Anne Sexton’s home in Newton, Massachusetts, is still standing—a yellow colonial with blue shutters, as visually tidy as ever. As readers know, however, the poet who lived within for more than a decade was far more complicated than the home’s façade suggests, even beyond her legacy as an unbridled mind bristling against the restraints of suburban life.

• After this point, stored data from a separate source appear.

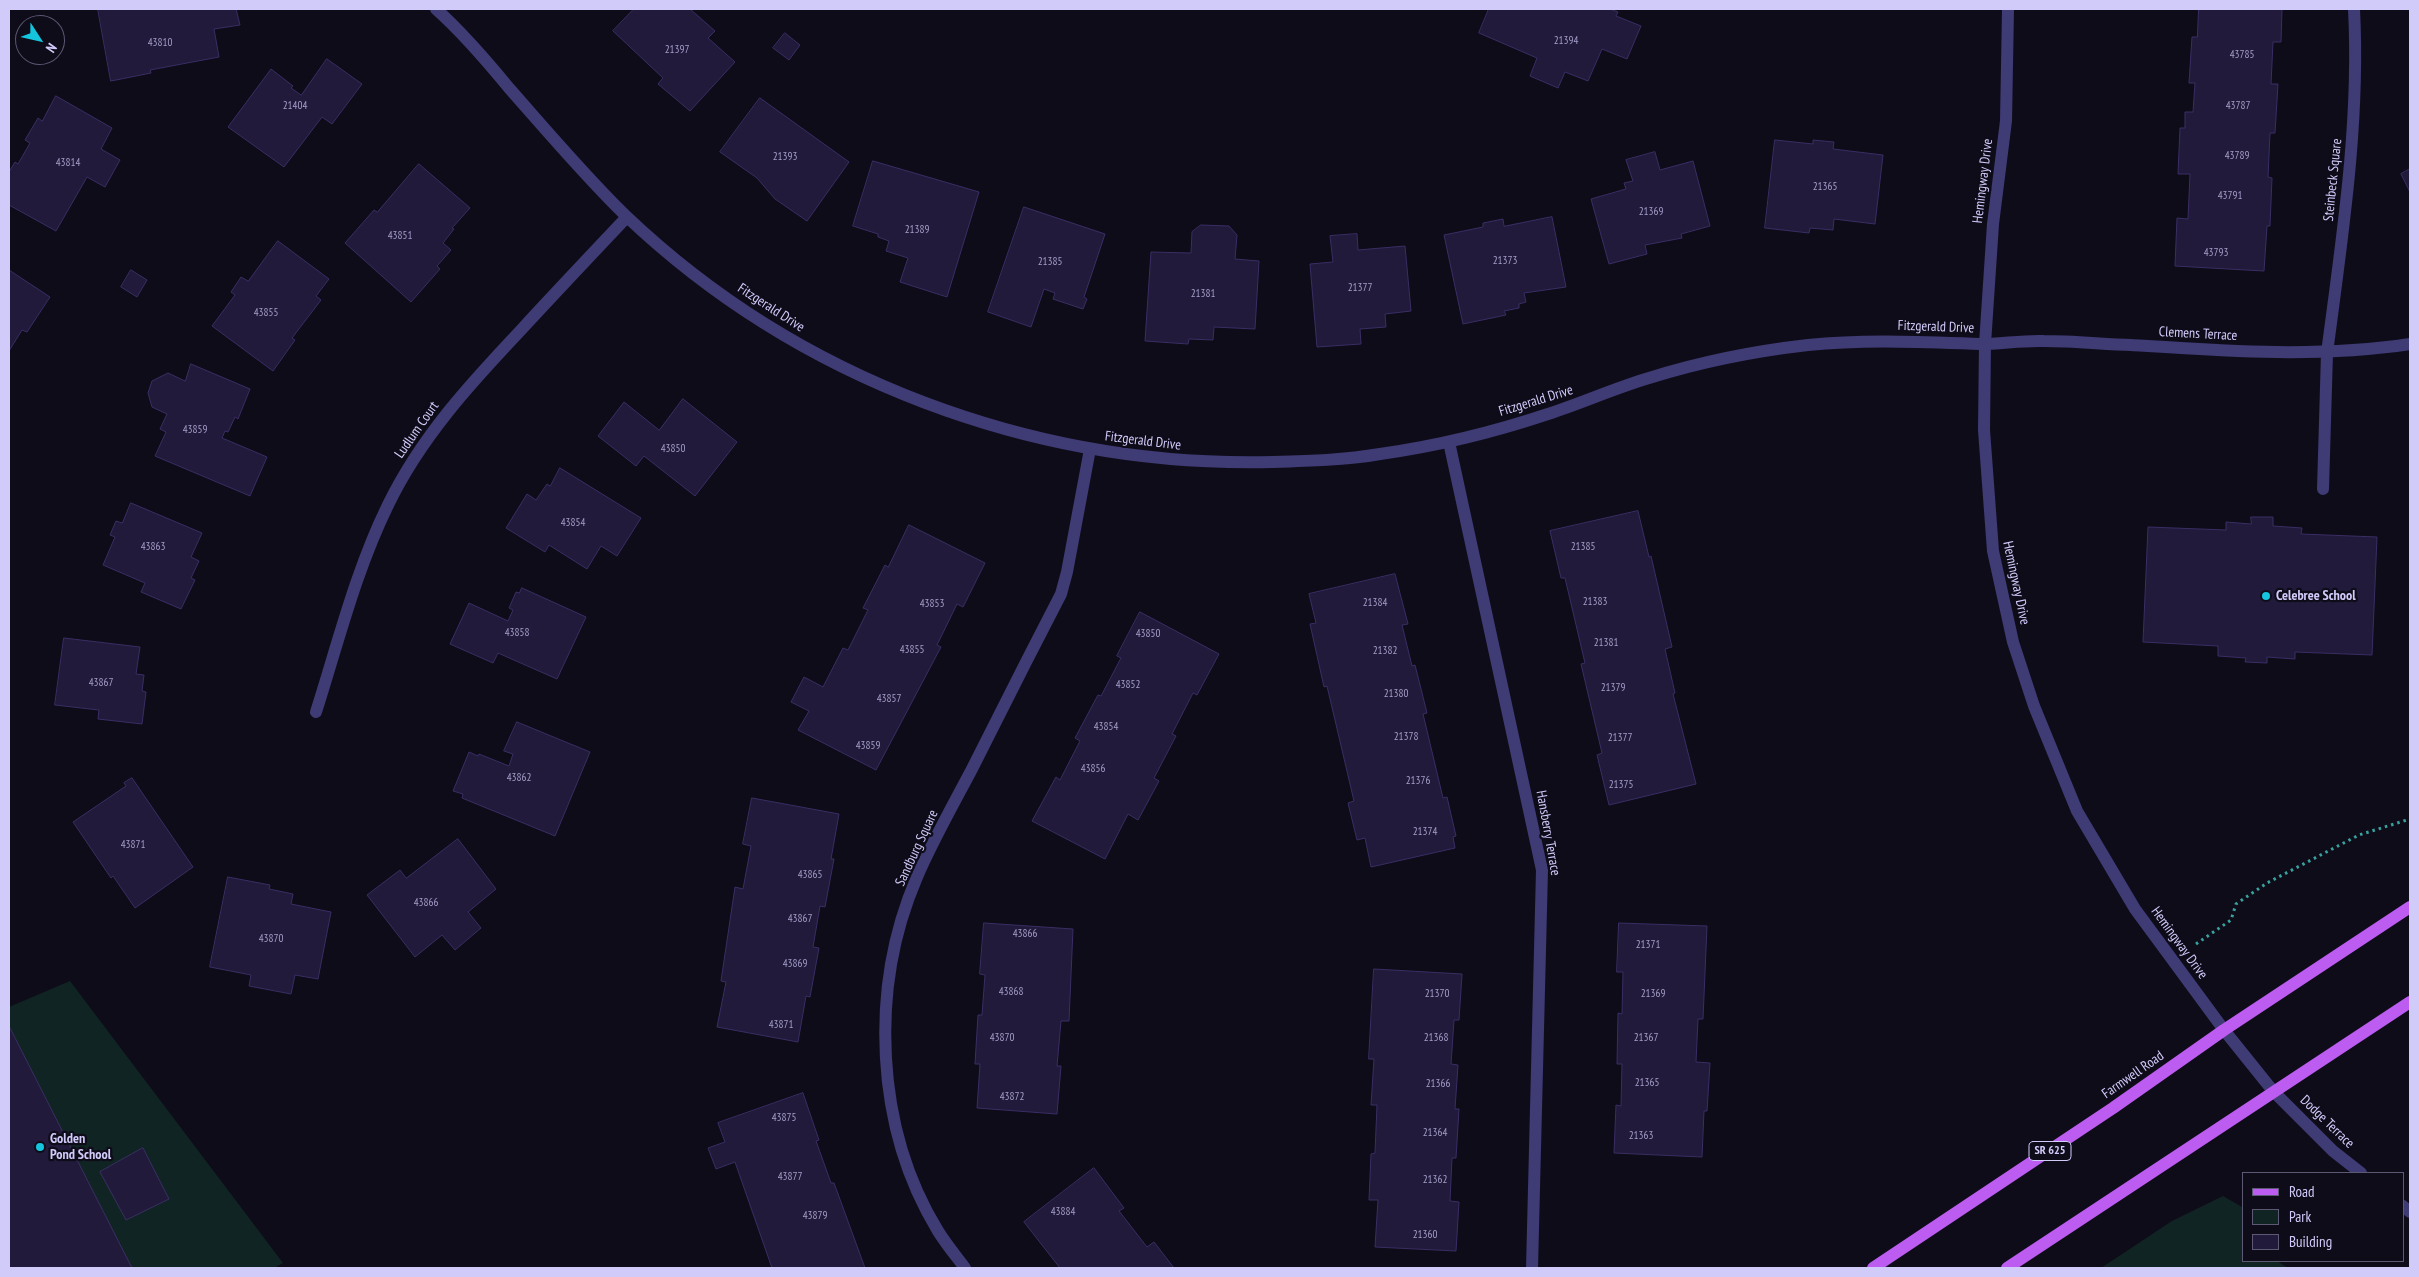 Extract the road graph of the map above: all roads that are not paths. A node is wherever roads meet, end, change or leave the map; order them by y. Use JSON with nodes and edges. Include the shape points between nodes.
{"nodes":[{"id":1,"x":436,"y":9,"type":"edge"},
{"id":2,"x":2008,"y":9,"type":"edge"},
{"id":3,"x":2354,"y":9,"type":"edge"},
{"id":4,"x":627,"y":216,"type":"junction"},
{"id":5,"x":1985,"y":344,"type":"junction"},
{"id":6,"x":2410,"y":344,"type":"edge"},
{"id":7,"x":2327,"y":353,"type":"junction"},
{"id":8,"x":1449,"y":442,"type":"junction"},
{"id":9,"x":1090,"y":450,"type":"junction"},
{"id":10,"x":2323,"y":489,"type":"dead end"},
{"id":11,"x":316,"y":712,"type":"dead end"},
{"id":12,"x":2410,"y":907,"type":"edge"},
{"id":13,"x":2410,"y":1002,"type":"edge"},
{"id":14,"x":2224,"y":1030,"type":"junction"},
{"id":15,"x":2273,"y":1091,"type":"junction"},
{"id":16,"x":2360,"y":1172,"type":"edge"},
{"id":17,"x":965,"y":1268,"type":"edge"},
{"id":18,"x":1532,"y":1268,"type":"edge"},
{"id":19,"x":1873,"y":1268,"type":"edge"},
{"id":20,"x":2007,"y":1268,"type":"edge"}],
"edges":[{"from":1,"to":4,"type":"street","name":"Fitzgerald Drive","via":[[464,34],[572,161]]},
{"from":2,"to":5,"type":"street","name":"Hemingway Drive","via":[[2006,121],[1993,224]]},
{"from":3,"to":7,"type":"street","name":"Steinbeck Square","via":[[2356,45],[2351,168]]},
{"from":4,"to":9,"type":"street","name":"Fitzgerald Drive","via":[[684,266],[809,350],[876,383],[946,411],[1017,434]]},
{"from":4,"to":11,"type":"street","name":"Ludlum Court","via":[[465,390],[414,459],[367,551]]},
{"from":5,"to":7,"type":"street","name":"Clemens Terrace","via":[[2042,340],[2249,352]]},
{"from":5,"to":8,"type":"street","name":"Fitzgerald Drive","via":[[1864,341],[1745,354],[1652,377],[1545,415]]},
{"from":5,"to":14,"type":"street","name":"Hemingway Drive","via":[[1984,430],[1993,551],[2013,642],[2034,706],[2077,811],[2135,909]]},
{"from":6,"to":7,"type":"street","name":"Clemens Terrace"},
{"from":7,"to":10,"type":"street","name":"Steinbeck Square"},
{"from":8,"to":9,"type":"street","name":"Fitzgerald Drive","via":[[1325,461],[1220,463],[1164,460]]},
{"from":8,"to":18,"type":"street","name":"Hansberry Terrace","via":[[1542,870]]},
{"from":9,"to":17,"type":"street","name":"Sandburg Square","via":[[1060,594],[916,878],[896,940],[889,981],[885,1021],[886,1063],[902,1149],[918,1192],[938,1231]]},
{"from":12,"to":14,"type":"main road","name":"Farmwell Road","number":"SR 625"},
{"from":13,"to":15,"type":"main road"},
{"from":14,"to":15,"type":"street","name":"Hemingway Drive"},
{"from":14,"to":19,"type":"main road","name":"Farmwell Road","number":"SR 625"},
{"from":15,"to":16,"type":"street","name":"Dodge Terrace","via":[[2332,1151]]},
{"from":15,"to":20,"type":"main road"}]}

In her debut collection of poems, Auguries & Divinations (Bauhan, 2024), Heather Treseler turns to Sexton as both a literary ancestor and a geographical one, considering “that old rage for order” (24) in their shared hometown of Newton. Treseler picks up the project of suburban rebellion fluidly in narrative poems, personal and in persona, that bridge the latter half of the twentieth century. These poems encounter the suburban life with humor and skepticism, celebrating the potential for connections made within and despite their orderly setting, where “the point is / repetition” (28). Instead, the suburbs offer a stretched canvas across which Treseler’s portraits of ordinary lives expand.
Treseler is a gifted formal poet, and this collection is deeply invested in honoring the varied forms of literary inheritance. The poems inhabit a New England outside of time, in which “a sexton peals chords / of evensong” as residents return from work (21). The neighborhoods themselves, with wry humor, take on the characteristics of their inhabitants, as “each squat house in our street’s / orb eyed the others, envious” (24). Beneath the looks, glares, and glances lie the ripples of deep destruction: from sexual predation to the enormous threat of genius unexpressed and unrecognized. (This includes the intriguing poems relating Anne Sexton and Maxine Kumin’s friendship and daily phone calls.) Treseler’s careful inquest considers how these lives were possible, with attention to the material affordances, back porches and telephones, that allowed poetry and motherhood to coexist.
Among my favorite poems, however, are those that reach beyond Newton, like the rapturous sequence “The Lucie Odes.” As the poems travel farther afield—to St. Louis and to erotic heights—they venture into intellectual companionship, love, and, at times, into grief for potential lives not lived. In the pairing with Lucie, particularly, the speaker finds, “Two solitudes / opened to the field and furrow in each other” (39). Perhaps the most expansive meditation on what this might mean comes in the capacious “Factories at Clichy,” in which the speaker and a companion mirror a scene as they stand before the titular painting:
How Van Gogh’s lovers, narrow and undefined,
clutch each other as if at sole possessions, released
from assembly lines to this unruly field of wild
rye, long-haired rue: meadow of another age
I might have walked with you.
(47)
Art and writing, in these poems, are the conduits beyond the “assembly lines” of everyday life and into a series of expanding possibilities. Treseler conveys the risk of a life contained as an artistic loss—“a painting, unimagined, // of unspent color and light” (67). In these poems, Treseler warns us to spend and savor it all.